SUPPLIED DATA Block Start

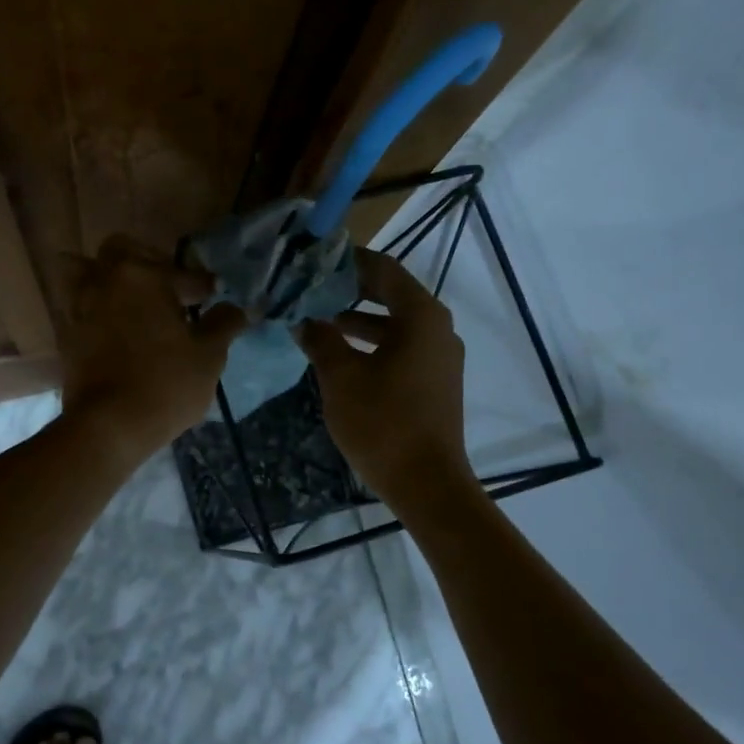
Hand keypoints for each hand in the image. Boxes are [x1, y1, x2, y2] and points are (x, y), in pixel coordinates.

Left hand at [59, 236, 247, 468]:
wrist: (109, 425)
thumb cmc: (166, 384)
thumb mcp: (209, 355)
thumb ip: (224, 323)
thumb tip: (236, 308)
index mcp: (144, 275)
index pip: (182, 273)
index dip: (203, 285)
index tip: (213, 296)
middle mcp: (107, 279)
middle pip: (123, 250)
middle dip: (149, 262)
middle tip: (169, 288)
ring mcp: (80, 304)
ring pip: (86, 270)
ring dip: (108, 277)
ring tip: (131, 299)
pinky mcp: (67, 332)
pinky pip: (77, 303)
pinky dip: (94, 305)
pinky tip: (115, 325)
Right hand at [297, 250, 475, 503]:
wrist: (427, 484)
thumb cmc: (383, 423)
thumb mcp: (341, 377)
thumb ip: (321, 340)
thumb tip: (304, 320)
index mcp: (421, 317)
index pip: (384, 270)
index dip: (350, 261)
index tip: (316, 259)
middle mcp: (438, 329)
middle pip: (392, 295)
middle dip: (351, 290)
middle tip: (313, 287)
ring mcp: (440, 357)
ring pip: (396, 324)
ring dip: (359, 320)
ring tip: (319, 320)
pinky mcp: (435, 382)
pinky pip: (402, 348)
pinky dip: (373, 344)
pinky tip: (341, 355)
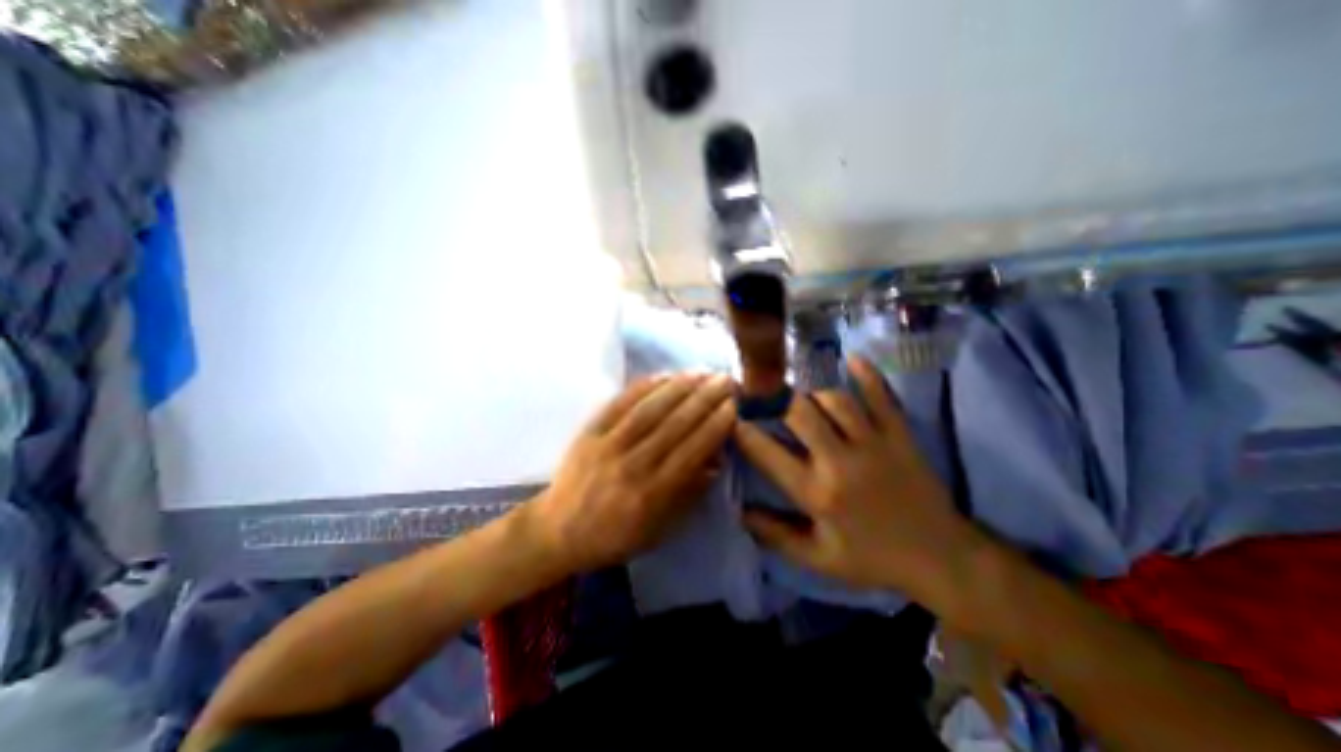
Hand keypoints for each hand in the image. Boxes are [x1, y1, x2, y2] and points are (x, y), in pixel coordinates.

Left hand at [521, 372, 731, 573]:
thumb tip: (717, 459)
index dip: (715, 425)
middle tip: (726, 379)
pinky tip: (665, 375)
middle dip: (705, 398)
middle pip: (675, 425)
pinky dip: (645, 387)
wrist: (558, 530)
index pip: (692, 451)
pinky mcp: (590, 431)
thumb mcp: (659, 529)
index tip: (734, 405)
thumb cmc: (615, 535)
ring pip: (650, 409)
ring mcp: (608, 445)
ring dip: (680, 387)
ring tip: (702, 372)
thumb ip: (689, 494)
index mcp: (652, 494)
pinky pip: (620, 403)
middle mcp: (632, 466)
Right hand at [738, 354, 982, 611]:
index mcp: (817, 493)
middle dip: (774, 399)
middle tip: (761, 391)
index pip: (768, 454)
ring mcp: (874, 444)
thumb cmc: (872, 558)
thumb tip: (739, 511)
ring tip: (801, 396)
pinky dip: (867, 374)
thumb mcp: (817, 558)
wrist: (942, 558)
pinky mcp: (900, 435)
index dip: (743, 430)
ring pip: (836, 400)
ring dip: (812, 393)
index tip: (730, 414)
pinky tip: (852, 358)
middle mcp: (841, 461)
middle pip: (800, 413)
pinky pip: (882, 396)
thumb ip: (775, 535)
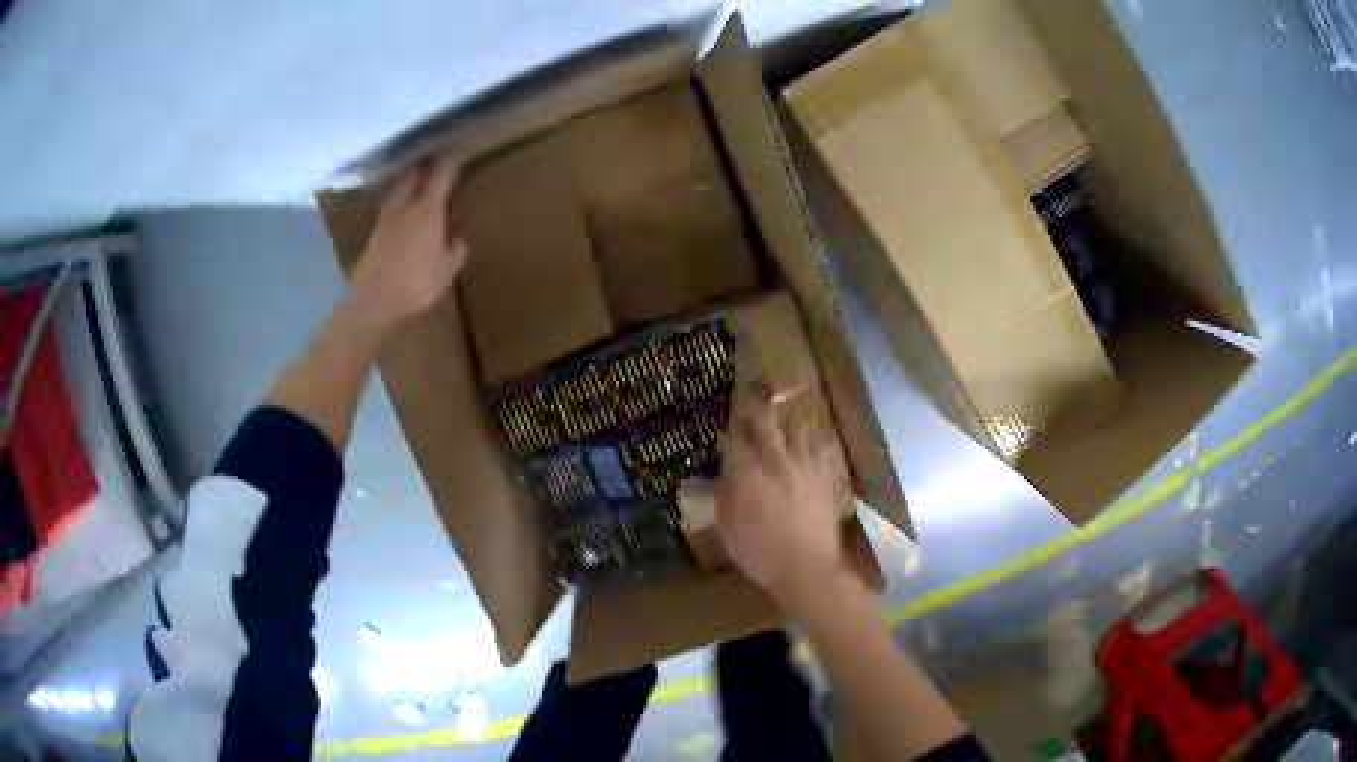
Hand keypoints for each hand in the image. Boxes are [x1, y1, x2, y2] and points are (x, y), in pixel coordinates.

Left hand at [348, 154, 467, 338]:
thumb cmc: (416, 282)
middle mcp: (405, 206)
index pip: (441, 175)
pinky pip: (389, 210)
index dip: (451, 161)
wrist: (372, 301)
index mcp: (428, 209)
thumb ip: (456, 248)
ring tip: (416, 183)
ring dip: (407, 183)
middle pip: (413, 176)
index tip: (459, 149)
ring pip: (398, 191)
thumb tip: (458, 236)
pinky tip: (402, 213)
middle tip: (435, 164)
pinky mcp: (374, 235)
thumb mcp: (447, 269)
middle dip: (424, 167)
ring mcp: (386, 220)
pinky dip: (397, 204)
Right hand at [716, 381, 846, 616]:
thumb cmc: (760, 552)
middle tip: (758, 384)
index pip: (738, 437)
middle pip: (767, 424)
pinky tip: (816, 436)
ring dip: (791, 418)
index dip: (734, 420)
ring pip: (799, 430)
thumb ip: (725, 494)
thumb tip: (726, 470)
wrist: (807, 567)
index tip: (732, 408)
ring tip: (789, 406)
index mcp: (748, 473)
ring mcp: (805, 468)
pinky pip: (823, 449)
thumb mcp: (728, 526)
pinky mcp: (827, 478)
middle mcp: (777, 462)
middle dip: (759, 403)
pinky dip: (817, 439)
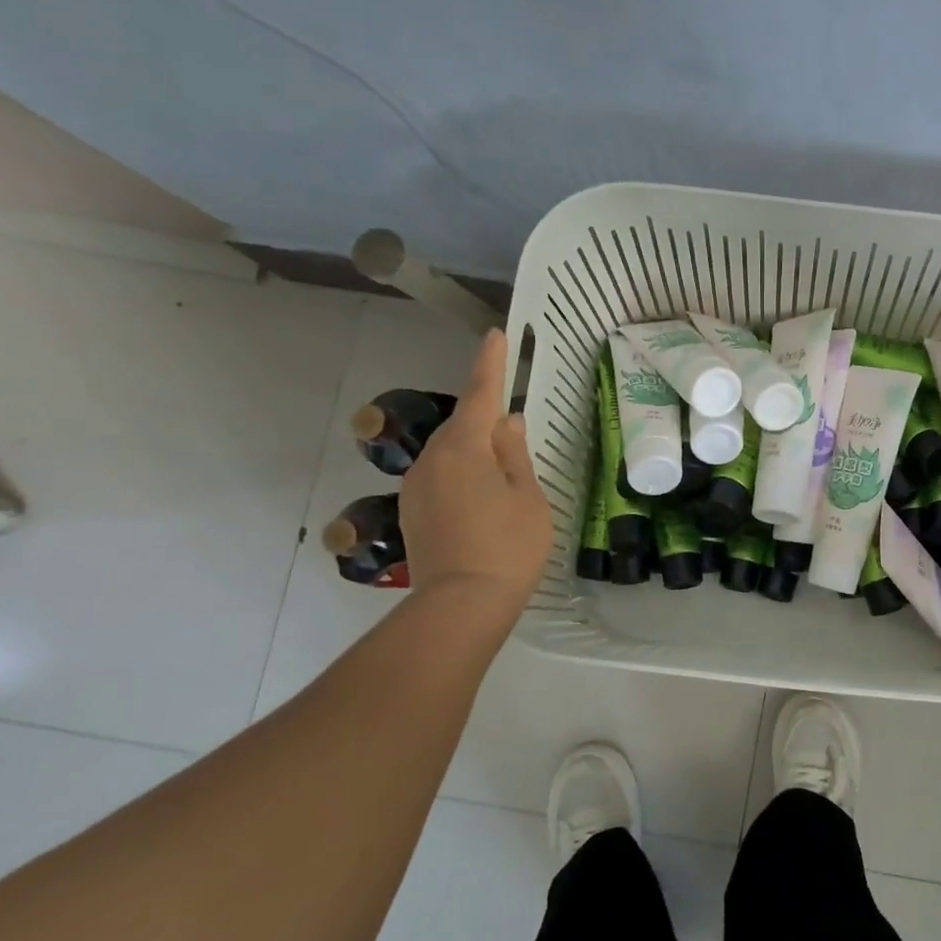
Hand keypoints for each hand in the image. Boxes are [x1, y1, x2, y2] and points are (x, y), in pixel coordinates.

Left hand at [400, 328, 552, 600]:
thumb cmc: (508, 546)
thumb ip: (515, 454)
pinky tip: (483, 503)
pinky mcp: (413, 513)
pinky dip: (464, 478)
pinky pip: (443, 479)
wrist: (460, 605)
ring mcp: (417, 487)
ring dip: (477, 454)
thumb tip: (506, 424)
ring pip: (452, 455)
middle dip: (488, 421)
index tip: (495, 335)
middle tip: (517, 433)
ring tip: (505, 480)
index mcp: (464, 447)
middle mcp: (432, 459)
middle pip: (464, 426)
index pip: (480, 393)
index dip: (490, 363)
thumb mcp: (527, 496)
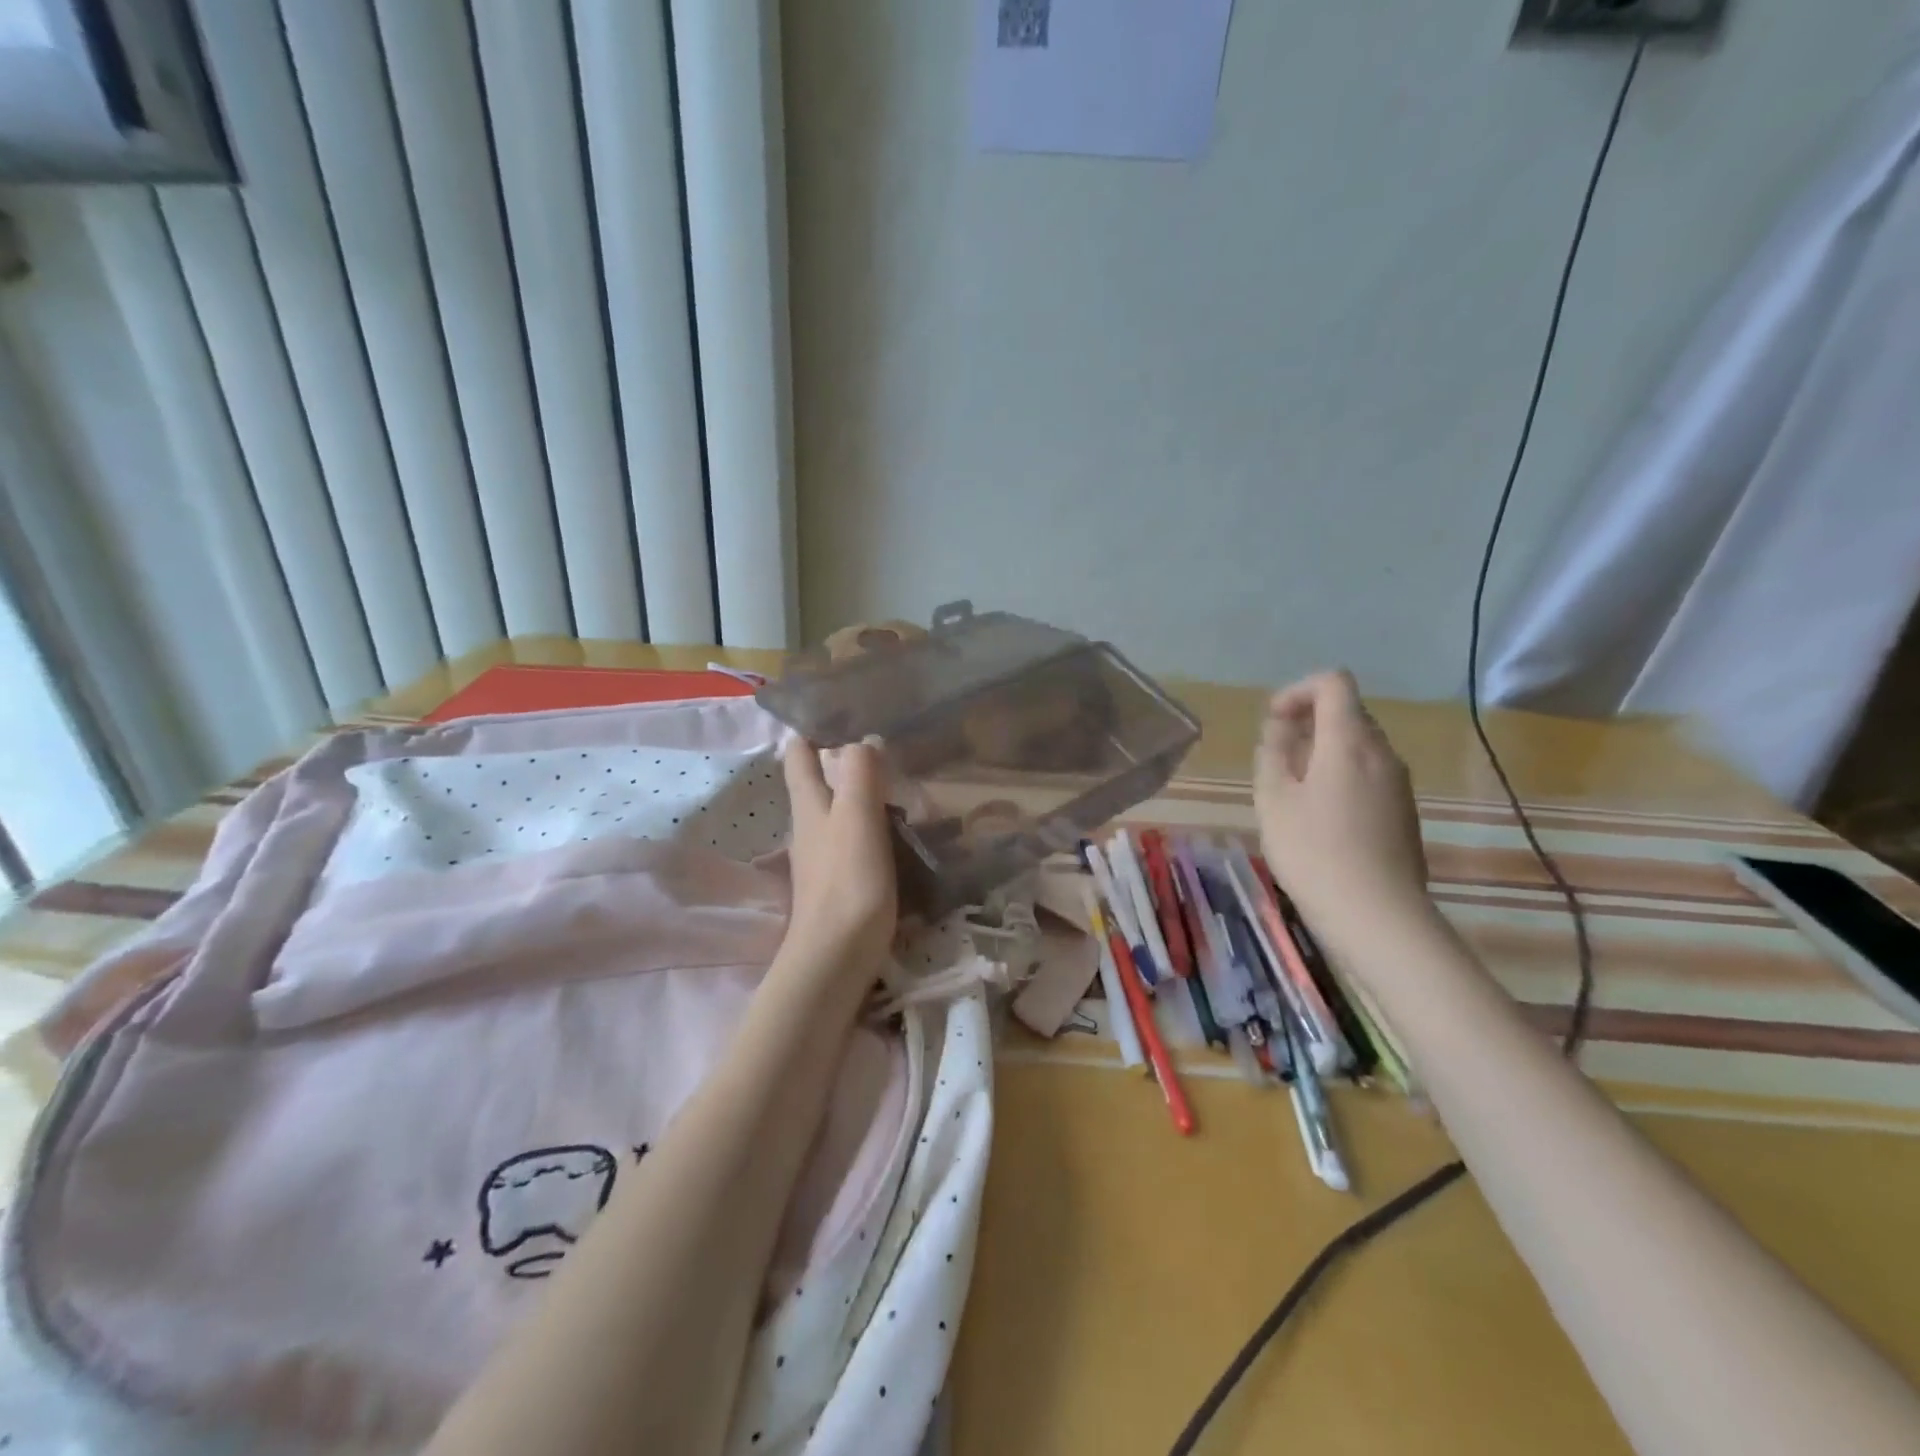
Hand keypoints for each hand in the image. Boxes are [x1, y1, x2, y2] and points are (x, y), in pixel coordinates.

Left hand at [780, 737, 898, 978]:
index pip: (798, 756)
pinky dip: (869, 826)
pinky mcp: (838, 882)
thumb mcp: (856, 816)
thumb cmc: (848, 880)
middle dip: (838, 761)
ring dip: (858, 794)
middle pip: (816, 783)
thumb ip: (859, 773)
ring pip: (836, 812)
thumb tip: (863, 740)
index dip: (810, 732)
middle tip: (879, 749)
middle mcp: (808, 826)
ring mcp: (821, 856)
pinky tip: (894, 831)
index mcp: (808, 804)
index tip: (838, 715)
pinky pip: (852, 840)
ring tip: (896, 786)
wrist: (837, 956)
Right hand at [1254, 671, 1431, 944]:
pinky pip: (1370, 775)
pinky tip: (1321, 819)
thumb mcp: (1273, 800)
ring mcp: (1399, 784)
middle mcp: (1382, 753)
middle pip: (1347, 713)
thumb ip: (1272, 754)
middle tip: (1276, 759)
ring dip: (1323, 753)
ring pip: (1359, 746)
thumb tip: (1280, 729)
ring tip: (1293, 792)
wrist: (1377, 916)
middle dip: (1308, 723)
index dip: (1297, 691)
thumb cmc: (1313, 852)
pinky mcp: (1404, 813)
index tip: (1272, 722)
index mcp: (1349, 742)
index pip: (1333, 683)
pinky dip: (1341, 777)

SUPPLIED DATA Block End

● TASK DETAILS:
Wherever a line contains the string "Right", copy that line from the data.

● SOLUTION TO THIS EXERCISE:
Right hand at [297, 250, 475, 503]:
Right hand at [738, 354, 982, 611]:
Right hand at [716, 381, 846, 616]:
Right hand at [1254, 671, 1431, 944]:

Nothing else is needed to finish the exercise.